Daerah yang dianalisis meliputi Amerika latin, Asia dan Afrika dimana ketersediaan zinc dalam diet sehari-hari sering menjadi kendala dalam hal kecukupannya. Melalui studi acak dengan pembanding, defisiensi zinc dinilai atas keterkaitannya dengan kejadian diare, malaria, pneumonia. Metode penilaian yang digunakan adalah melalui analisa risiko pembanding untuk menghitung kematian dan penyakit yang terjadi (diukur sebagai DALYs=disability-adjusted life years).

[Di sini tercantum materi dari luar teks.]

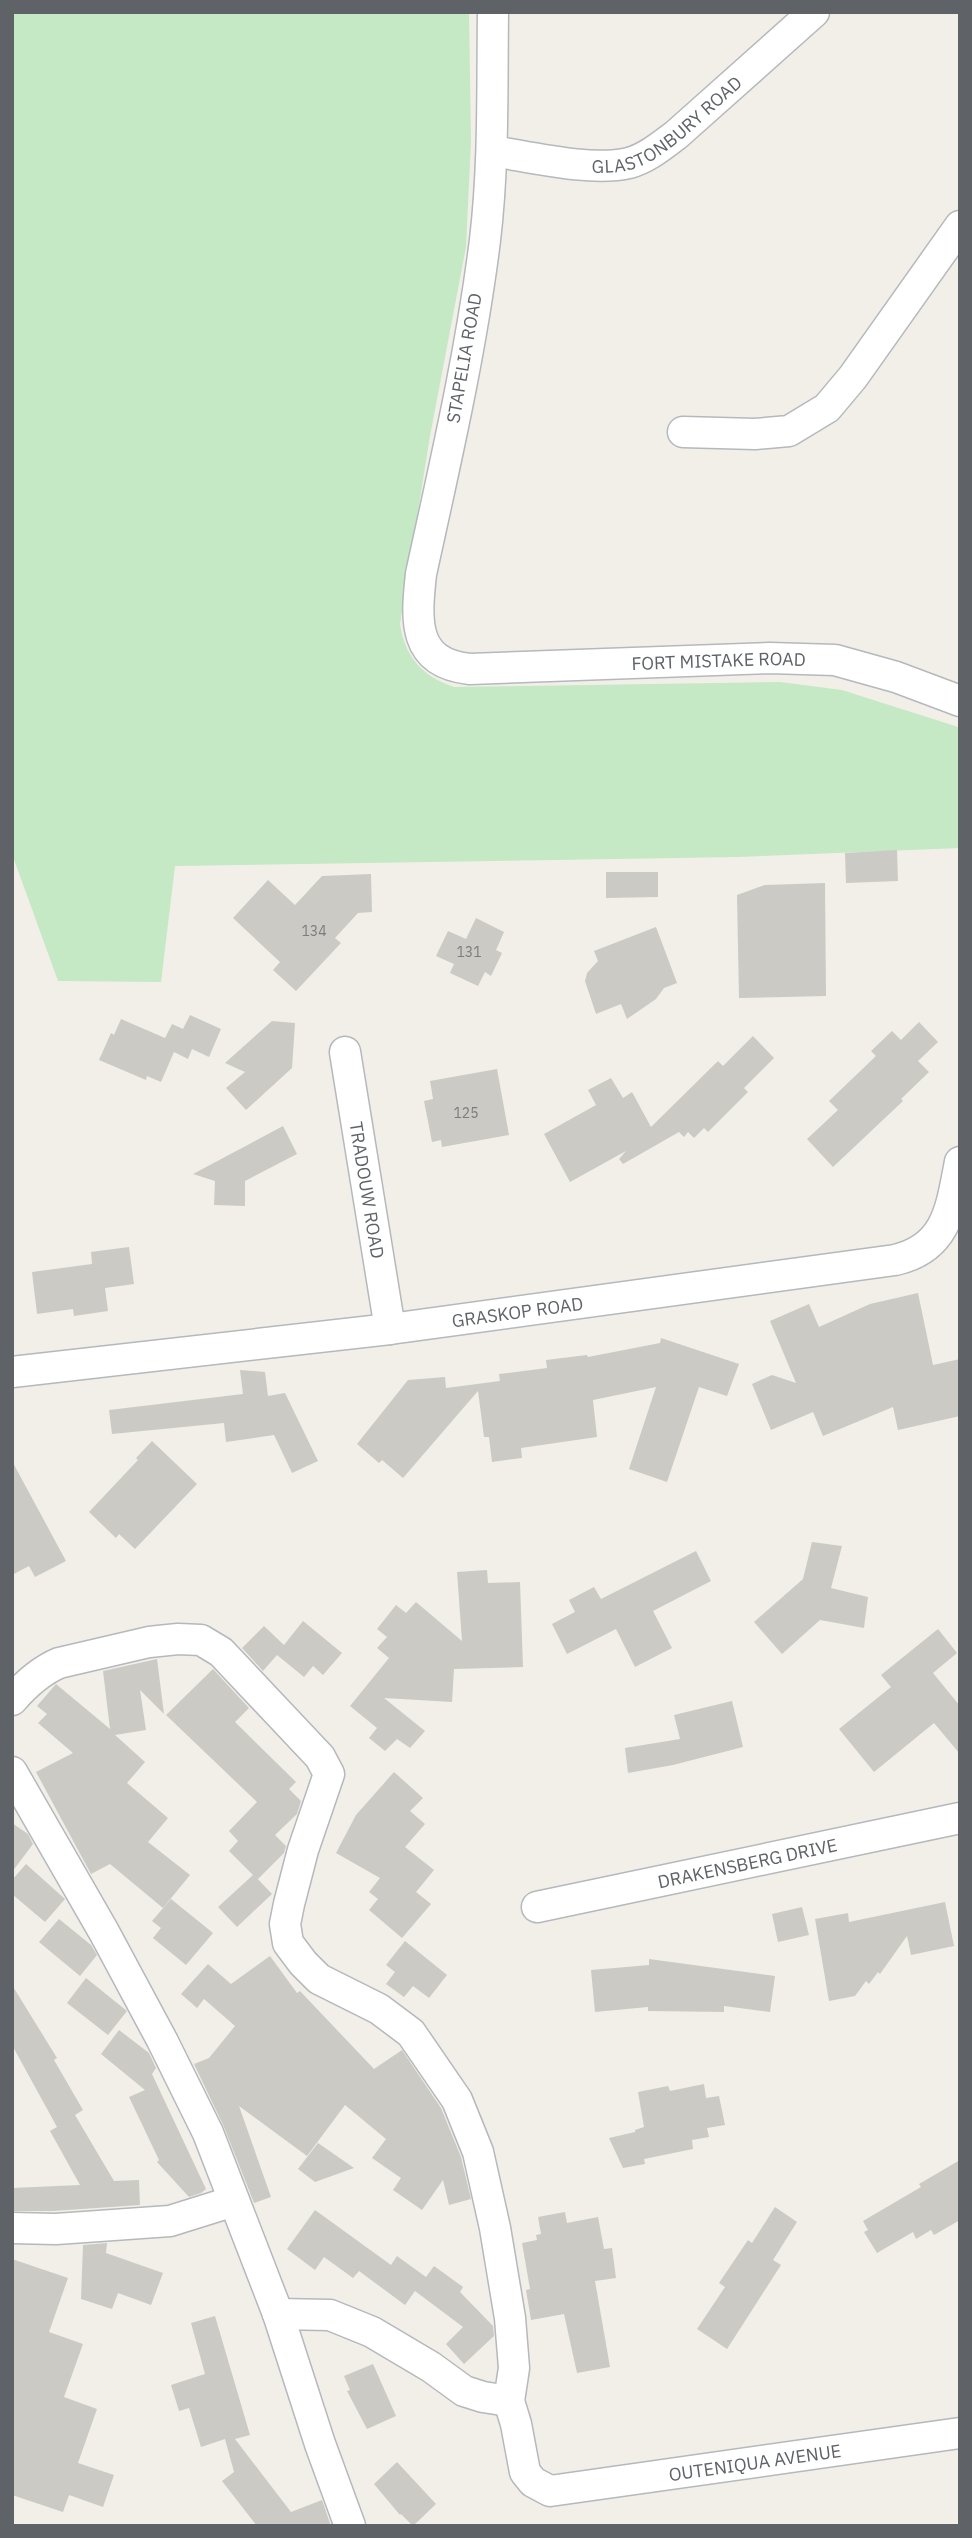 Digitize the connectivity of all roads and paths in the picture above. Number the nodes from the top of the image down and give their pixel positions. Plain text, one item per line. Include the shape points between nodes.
1 (493, 12) edge
2 (814, 12) edge
3 (492, 151) junction
4 (960, 226) edge
5 (683, 432) dead end
6 (470, 669) joint
7 (960, 701) edge
8 (345, 1052) dead end
9 (960, 1162) edge
10 (390, 1329) junction
11 (12, 1372) edge
12 (12, 1700) edge
13 (12, 1772) edge
14 (960, 1818) edge
15 (537, 1907) dead end
16 (234, 2201) junction
17 (12, 2228) edge
18 (278, 2314) junction
19 (509, 2400) junction
20 (960, 2433) edge
21 (350, 2526) edge

1 - 3 street, STAPELIA ROAD
2 - 3 street, GLASTONBURY ROAD via 676,135 630,163 601,167
3 - 6 street, STAPELIA ROAD via 485,240 417,608 418,630 437,659 451,667
4 - 5 street via 827,408 789,431
6 - 7 street, FORT MISTAKE ROAD via 770,658 835,660
8 - 10 street, TRADOUW ROAD
9 - 10 street, GRASKOP ROAD via 947,1220 936,1238 906,1258
10 - 11 street, GRASKOP ROAD
12 - 19 street via 26,1684 60,1663 149,1642 201,1640 221,1652 320,1757 329,1774 289,1904 288,1943 319,1979 379,2009 411,2033 457,2100 478,2152 495,2228 512,2343
13 - 16 street via 162,2040 208,2133
14 - 15 street, DRAKENSBERG DRIVE
16 - 17 street via 170,2221
16 - 18 street
18 - 19 street via 330,2315 372,2332 464,2391
18 - 21 street
19 - 20 street, OUTENIQUA AVENUE via 525,2472 551,2491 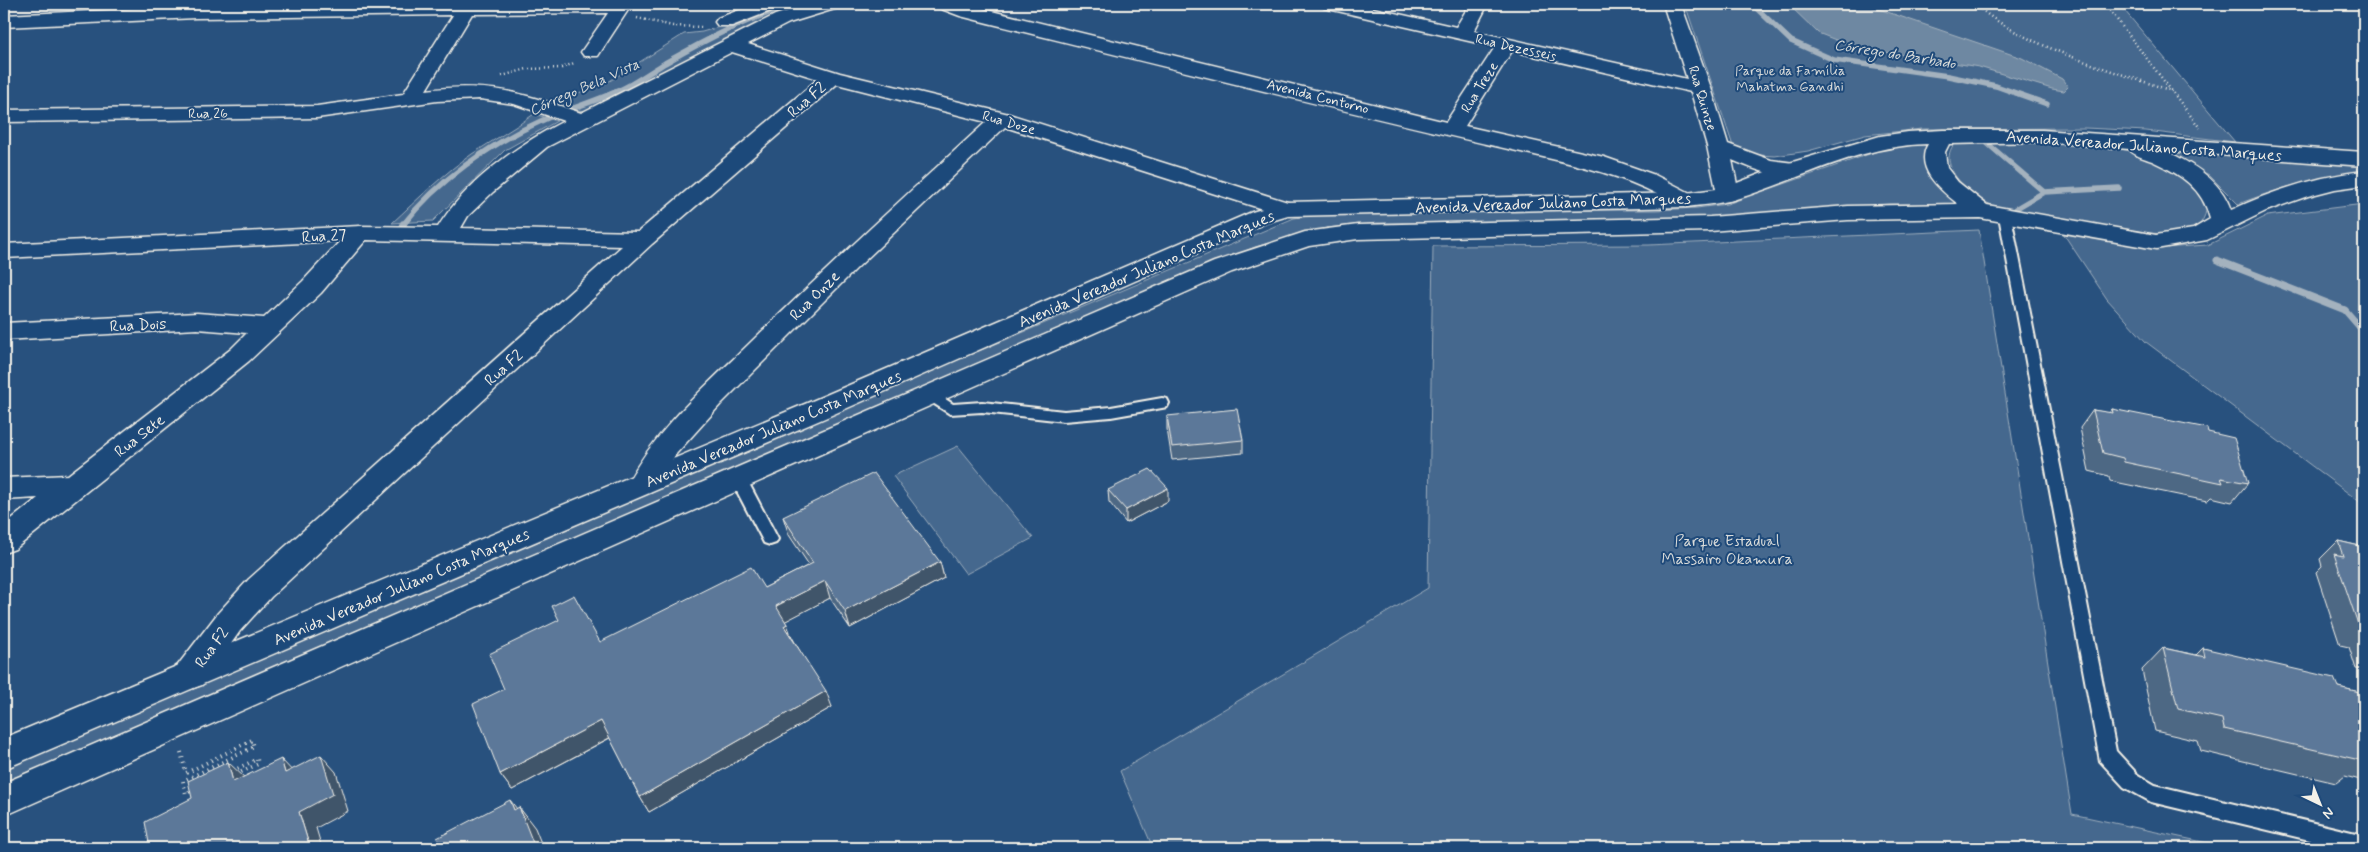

Dari hasil analisa yang dilakukan, defisensi zinc menjadi penyebab kematian pada sejumlah 453.207 balita (4,4 % kematian anak) dan 1,2% dari beban penyakit (3,8% pada anak rentang usia 6 bulan hingga 5 tahun) pada 3 benua ini pada tahun 2004. Dari total jumlah kematian tersebut, 260.502 terjadi di Afrika, 182.546 di Asia dan 10.159 di Amerika latin. Defisiensi zinc menjadi penyebab menjadi penyumbang sebesar 14,4 % kematian pada diare, 10,4 % kematian malaria dan 6,7 % kematian pneumonia pada anak usia 6 bulan hingga 5 tahun.
Hasil analisa ini menyimpulkan bahwa defisiensi zinc menjadi penyumbang penting pada angka kesakitan dan kematian khususnya pada kasus diare. Pemberian zinc pada diare anak merupakan cara terbaik untuk memperbaiki risiko morbiditas dan mortalitas khususnya bagi mereka yang telah ada defisiensi zinc sebelumnya.